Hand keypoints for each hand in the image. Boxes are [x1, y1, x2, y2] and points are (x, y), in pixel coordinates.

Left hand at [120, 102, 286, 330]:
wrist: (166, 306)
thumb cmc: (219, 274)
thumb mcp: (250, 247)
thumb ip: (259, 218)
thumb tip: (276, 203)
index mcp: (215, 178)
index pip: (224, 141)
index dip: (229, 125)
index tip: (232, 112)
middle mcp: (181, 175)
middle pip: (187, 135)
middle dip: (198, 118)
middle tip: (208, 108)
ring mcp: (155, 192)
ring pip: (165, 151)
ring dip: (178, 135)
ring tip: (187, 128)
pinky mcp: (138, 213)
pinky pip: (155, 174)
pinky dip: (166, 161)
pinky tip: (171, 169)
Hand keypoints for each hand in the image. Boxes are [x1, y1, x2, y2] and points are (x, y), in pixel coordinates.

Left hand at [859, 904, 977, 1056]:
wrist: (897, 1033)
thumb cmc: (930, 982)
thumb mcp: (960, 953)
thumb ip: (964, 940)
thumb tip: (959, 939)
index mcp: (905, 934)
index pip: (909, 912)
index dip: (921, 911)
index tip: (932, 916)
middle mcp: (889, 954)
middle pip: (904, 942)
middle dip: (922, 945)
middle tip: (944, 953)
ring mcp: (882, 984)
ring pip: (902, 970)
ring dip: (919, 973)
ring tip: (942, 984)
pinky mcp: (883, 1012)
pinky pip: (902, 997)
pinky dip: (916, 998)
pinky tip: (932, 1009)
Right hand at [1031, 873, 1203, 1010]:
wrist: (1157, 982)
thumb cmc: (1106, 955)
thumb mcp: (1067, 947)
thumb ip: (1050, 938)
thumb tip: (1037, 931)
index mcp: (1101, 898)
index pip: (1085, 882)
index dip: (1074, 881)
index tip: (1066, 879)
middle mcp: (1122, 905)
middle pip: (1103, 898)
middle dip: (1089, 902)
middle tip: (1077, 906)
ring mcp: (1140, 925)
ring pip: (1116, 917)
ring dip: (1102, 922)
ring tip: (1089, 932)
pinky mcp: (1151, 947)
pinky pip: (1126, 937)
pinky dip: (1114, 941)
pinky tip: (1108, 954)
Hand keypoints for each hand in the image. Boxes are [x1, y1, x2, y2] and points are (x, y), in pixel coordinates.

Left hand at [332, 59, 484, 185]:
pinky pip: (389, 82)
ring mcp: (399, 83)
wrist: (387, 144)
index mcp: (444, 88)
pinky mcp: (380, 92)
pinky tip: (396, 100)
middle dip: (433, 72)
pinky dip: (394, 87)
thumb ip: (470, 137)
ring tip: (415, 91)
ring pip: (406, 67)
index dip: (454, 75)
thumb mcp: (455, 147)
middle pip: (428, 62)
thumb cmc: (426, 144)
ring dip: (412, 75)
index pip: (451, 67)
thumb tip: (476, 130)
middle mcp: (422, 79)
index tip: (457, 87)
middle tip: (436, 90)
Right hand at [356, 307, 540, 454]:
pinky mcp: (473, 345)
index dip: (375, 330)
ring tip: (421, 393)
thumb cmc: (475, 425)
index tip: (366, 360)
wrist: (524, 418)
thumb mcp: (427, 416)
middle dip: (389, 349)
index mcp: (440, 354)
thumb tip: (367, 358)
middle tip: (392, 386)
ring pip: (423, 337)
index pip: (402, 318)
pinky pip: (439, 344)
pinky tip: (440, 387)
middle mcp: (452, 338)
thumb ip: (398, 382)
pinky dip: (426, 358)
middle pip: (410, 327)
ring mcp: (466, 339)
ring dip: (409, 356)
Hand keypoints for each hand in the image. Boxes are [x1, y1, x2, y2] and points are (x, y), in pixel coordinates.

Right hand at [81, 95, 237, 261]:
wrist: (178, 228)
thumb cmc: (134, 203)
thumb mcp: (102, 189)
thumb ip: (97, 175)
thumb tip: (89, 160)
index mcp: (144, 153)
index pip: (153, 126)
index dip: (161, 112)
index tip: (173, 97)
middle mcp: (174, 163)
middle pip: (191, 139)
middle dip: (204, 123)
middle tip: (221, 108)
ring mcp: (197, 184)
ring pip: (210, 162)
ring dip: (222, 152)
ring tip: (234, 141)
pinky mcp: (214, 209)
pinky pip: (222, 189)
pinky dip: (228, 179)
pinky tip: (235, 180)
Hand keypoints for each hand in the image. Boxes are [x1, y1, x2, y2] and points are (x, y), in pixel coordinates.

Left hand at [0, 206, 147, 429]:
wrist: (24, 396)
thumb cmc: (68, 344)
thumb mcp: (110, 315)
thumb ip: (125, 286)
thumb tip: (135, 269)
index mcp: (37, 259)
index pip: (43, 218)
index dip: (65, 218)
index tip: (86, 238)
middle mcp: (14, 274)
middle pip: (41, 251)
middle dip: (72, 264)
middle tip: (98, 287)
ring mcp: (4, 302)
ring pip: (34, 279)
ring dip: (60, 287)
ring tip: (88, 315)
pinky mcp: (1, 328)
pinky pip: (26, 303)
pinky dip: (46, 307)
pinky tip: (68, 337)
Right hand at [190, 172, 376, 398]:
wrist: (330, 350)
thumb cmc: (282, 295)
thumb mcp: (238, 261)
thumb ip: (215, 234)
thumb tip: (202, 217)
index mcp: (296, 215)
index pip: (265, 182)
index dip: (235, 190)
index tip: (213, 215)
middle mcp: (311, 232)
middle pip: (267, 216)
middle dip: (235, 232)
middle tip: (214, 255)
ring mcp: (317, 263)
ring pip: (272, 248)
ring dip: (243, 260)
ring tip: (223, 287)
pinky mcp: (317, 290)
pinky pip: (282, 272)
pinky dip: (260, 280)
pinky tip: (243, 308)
********************
- Aim of the exercise
Taking the entries above, print exactly the lines starting at the line with "index tip: (232, 112)" and ending at the line with "wrist: (897, 1033)", both included.

- Exercise answer
index tip: (232, 112)
middle mcp: (181, 175)
middle pip: (187, 135)
middle dip: (198, 118)
middle tip: (208, 108)
ring mcp: (155, 192)
ring pip: (165, 151)
ring dip: (178, 135)
ring tip: (187, 128)
pinky mcp: (138, 213)
pinky pip: (155, 174)
pinky dip: (166, 161)
pinky tip: (171, 169)
Hand keypoints for each hand in the image. Boxes are [x1, y1, x2, y2] and points are (x, y), in pixel coordinates.

Left hand at [859, 904, 977, 1056]:
wrist: (897, 1033)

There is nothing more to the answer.